Entro en mi habitación vacía. No hay paredes blancas como en los manicomios. Hay espejos con un marco gris, muy poco lujosos, que deslumbran cuando abro la ventana polvorienta. En partículas se divide mi alma, como el polvo que sale de la cortina. En susurros me desahogo, cuando sé que mis gritos no serán escuchados jamás, ni por ti, ni por él, ni por los animales de la ciudad de concreto. Tengo ganas de fumar y no suelo fumar; tengo ganas de volar como un halcón, pero eres tú la que guarda mis alas. 


       Mis dedos sienten el chasquido de la máquina de escribir: uno de los placeres que más disfruto hoy en día, porque sustituye el tacto de tu piel; suave, sin granos, ni ronchas que estorben el camino de mis manos. Todo lo contrario a mi cuerpo, que se  hunde y se distorsiona. Pero no te daba miedo tocarme, pues para eso fuimos creados. 

       No hay amargura más grande que la que deja el ron cuando estoy en soledad. Como un elefante sentado en mi pecho, haciendo piruetas para los espectadores de un circo de ebrios. Y, como fantasmas, aparecen sombras que me acompañan a beber el tóxico líquido, en sucios pensamientos de coitos interrumpidos, de aquellas veces en las que dejamos de amarnos tanto. 

       Hay aires de revolución en las calles.

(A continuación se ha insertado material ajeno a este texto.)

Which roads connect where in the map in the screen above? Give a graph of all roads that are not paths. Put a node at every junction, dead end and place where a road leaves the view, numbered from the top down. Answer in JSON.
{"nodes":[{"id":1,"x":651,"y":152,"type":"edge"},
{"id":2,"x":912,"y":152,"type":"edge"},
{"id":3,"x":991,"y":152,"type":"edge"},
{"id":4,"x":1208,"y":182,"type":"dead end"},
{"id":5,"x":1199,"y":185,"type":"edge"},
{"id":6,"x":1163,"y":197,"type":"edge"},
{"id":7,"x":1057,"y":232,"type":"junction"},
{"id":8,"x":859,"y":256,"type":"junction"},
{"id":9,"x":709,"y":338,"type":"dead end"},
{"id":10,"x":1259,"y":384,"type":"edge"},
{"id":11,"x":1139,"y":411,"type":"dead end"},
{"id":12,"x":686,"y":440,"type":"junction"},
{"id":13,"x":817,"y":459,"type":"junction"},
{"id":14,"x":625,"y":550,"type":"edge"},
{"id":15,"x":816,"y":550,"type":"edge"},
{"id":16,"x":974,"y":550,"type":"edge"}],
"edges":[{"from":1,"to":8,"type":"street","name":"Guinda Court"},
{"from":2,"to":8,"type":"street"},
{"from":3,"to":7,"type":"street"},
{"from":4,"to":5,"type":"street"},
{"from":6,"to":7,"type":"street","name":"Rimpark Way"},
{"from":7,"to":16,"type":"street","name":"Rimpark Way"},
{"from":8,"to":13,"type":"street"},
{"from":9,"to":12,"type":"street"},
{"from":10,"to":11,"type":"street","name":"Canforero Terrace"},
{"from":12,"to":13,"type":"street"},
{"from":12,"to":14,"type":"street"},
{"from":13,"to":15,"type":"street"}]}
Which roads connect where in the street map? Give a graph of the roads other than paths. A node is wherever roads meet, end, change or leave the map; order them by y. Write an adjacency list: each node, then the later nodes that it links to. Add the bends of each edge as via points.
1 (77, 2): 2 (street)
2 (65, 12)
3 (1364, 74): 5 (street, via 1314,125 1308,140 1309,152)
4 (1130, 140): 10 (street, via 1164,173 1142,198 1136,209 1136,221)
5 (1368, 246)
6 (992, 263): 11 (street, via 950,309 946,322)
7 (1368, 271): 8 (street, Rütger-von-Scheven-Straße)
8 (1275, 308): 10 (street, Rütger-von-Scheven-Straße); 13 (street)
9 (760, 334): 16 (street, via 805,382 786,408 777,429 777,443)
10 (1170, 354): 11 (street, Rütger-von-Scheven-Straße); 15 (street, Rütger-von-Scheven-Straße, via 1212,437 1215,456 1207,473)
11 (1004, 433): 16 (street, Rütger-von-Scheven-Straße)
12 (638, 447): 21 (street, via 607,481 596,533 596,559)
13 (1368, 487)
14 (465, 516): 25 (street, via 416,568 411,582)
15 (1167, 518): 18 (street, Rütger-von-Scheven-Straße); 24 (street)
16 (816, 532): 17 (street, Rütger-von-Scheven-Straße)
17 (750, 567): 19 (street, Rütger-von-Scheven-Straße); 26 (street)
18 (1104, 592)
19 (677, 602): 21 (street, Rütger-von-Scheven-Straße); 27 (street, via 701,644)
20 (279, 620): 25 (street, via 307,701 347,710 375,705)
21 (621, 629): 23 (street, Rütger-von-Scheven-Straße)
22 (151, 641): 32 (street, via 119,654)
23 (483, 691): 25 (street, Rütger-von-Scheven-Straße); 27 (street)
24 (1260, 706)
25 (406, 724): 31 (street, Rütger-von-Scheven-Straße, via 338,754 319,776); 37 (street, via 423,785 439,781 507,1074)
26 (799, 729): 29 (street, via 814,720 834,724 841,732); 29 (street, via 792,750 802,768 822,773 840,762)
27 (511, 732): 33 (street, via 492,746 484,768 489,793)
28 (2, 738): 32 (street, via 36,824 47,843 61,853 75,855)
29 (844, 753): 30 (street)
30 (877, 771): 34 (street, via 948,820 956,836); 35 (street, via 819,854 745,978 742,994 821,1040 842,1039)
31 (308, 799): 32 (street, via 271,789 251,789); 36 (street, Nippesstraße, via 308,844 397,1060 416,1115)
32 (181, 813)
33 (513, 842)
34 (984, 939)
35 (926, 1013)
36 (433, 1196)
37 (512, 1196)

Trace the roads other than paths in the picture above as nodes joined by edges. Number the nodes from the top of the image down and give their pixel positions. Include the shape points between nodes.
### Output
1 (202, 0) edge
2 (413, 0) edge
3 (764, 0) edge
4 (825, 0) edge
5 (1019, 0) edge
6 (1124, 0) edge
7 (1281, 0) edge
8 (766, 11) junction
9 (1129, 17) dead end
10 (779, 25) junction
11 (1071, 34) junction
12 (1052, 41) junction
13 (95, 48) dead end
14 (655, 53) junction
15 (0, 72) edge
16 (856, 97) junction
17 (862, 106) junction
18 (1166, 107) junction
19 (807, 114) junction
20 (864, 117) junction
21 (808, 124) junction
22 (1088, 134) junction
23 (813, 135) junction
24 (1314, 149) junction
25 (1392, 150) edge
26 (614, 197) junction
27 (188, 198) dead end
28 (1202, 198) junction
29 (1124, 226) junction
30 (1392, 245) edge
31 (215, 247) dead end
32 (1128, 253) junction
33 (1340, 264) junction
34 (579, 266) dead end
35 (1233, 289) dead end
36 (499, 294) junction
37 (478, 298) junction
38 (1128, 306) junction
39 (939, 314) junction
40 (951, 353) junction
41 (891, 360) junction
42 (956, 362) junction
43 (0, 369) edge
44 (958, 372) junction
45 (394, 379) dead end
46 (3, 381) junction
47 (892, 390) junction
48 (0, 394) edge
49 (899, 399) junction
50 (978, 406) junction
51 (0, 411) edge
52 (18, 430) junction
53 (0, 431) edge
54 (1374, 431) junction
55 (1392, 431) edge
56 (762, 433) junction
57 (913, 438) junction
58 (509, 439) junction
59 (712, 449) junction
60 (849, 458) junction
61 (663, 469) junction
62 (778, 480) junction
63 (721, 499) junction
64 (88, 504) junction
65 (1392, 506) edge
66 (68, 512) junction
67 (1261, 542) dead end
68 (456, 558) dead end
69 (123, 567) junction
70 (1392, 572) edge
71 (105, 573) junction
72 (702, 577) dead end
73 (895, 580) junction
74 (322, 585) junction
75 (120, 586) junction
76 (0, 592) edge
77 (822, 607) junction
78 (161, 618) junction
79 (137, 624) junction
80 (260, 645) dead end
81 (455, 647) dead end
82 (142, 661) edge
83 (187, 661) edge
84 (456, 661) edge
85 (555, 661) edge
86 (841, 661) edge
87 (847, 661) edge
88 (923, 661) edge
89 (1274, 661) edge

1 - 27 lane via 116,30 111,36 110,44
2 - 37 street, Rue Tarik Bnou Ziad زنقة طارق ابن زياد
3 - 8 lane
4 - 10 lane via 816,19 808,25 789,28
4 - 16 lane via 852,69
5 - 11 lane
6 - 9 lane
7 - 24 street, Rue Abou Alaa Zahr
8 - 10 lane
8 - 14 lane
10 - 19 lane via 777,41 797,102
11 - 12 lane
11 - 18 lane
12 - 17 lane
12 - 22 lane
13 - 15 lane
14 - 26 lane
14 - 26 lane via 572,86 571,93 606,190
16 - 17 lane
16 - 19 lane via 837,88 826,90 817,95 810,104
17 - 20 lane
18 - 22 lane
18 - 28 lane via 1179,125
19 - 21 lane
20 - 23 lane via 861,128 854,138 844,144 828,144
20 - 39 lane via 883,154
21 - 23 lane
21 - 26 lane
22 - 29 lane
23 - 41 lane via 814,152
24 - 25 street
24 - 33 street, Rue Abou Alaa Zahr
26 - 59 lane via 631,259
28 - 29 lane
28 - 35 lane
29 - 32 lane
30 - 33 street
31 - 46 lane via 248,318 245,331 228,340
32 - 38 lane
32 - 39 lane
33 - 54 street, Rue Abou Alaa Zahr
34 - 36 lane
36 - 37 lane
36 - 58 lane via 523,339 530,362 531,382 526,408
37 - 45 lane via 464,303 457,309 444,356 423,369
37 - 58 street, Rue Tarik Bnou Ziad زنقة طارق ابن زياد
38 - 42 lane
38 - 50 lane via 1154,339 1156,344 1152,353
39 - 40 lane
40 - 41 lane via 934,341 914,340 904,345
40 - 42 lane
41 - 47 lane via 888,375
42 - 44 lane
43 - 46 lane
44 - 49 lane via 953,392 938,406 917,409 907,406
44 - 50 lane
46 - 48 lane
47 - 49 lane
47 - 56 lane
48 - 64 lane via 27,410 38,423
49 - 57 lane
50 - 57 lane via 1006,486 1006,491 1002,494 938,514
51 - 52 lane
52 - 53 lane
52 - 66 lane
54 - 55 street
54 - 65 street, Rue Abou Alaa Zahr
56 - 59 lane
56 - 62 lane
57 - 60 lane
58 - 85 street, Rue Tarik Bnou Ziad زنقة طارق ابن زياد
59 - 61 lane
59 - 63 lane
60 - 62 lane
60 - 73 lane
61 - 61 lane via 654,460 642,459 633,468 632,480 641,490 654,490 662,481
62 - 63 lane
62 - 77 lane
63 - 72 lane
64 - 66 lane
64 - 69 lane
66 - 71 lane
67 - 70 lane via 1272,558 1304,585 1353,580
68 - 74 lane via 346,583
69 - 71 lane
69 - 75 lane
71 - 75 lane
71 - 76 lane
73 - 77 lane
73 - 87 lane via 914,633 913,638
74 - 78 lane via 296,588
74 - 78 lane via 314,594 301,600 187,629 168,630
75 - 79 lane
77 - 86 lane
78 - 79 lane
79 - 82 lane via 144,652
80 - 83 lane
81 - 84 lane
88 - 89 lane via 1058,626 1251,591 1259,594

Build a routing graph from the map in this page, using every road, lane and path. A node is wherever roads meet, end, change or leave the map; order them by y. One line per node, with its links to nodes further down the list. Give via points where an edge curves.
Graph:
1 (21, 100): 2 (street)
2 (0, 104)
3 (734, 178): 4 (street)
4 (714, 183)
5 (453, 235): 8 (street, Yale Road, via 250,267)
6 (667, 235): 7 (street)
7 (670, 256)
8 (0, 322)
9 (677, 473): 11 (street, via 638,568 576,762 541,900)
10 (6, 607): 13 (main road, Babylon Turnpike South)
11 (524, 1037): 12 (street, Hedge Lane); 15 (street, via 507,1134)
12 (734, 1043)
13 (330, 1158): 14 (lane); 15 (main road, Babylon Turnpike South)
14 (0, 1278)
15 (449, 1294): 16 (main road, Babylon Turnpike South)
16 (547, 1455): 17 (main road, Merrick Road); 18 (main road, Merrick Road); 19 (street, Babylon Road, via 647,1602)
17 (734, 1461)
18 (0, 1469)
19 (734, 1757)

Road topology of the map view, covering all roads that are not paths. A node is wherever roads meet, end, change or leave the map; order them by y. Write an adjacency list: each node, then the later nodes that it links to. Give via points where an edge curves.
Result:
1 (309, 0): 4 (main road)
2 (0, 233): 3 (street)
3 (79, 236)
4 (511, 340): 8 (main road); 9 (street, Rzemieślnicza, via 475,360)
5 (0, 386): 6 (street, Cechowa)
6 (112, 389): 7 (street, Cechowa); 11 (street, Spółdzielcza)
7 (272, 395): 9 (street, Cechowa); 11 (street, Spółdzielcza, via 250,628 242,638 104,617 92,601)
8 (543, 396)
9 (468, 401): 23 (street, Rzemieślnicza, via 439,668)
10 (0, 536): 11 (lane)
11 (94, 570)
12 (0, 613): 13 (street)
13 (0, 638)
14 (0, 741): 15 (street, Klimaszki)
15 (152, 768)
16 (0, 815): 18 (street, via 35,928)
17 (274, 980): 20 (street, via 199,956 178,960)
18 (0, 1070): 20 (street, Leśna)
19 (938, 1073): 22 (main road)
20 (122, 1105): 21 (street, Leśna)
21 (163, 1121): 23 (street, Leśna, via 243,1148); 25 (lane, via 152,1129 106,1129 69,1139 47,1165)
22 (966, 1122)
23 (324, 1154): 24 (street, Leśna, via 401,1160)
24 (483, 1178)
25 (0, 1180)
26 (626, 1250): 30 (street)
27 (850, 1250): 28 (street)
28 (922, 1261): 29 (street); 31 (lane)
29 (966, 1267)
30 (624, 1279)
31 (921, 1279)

Me encierro en los tanques militares para protegerme de la gente que escupe sobre mi cara. luego disparo los cañones para verlos volar a todos en pedazos. Poe me enseñó a ser cruel. Pero eres tú un autor desconocido del cual creí haber sido el único lector. Muero de pena: En ti no existe un olor a libro nuevo. 

       Aún espero cartas en donde me saludas. Mecanografías en las cuales no paro de sentir cada palabra que me escribes, como cuando éramos algo, o muchas cosas a la vez. El ron me hace compañía, los perros se van a dormir conmigo; tú eres solamente un molesto tomo, cuyas cacofonías, en un tiempo pasado, no me cansaba de repetir en voz alta, casi en aullidos de amor, que pensé sonaban como de lobo enamorado y que, según tú, fueron de un maldito perro ebrio. 

       Me despido, a tu salud, intentando no vomitar encima de las hojas sueltas; rodeado de papeles arrugados, destruidos de tantas veces que me he equivocado escribiéndote. Pero esta vez sí, después de la carta número 137, prometo no mecanografiar más tu nombre con un vaso de alcohol en la mano.


Salud al mar que nos separa
a tus ojos
y a tus besos que ahora sólo siento en mis sueños.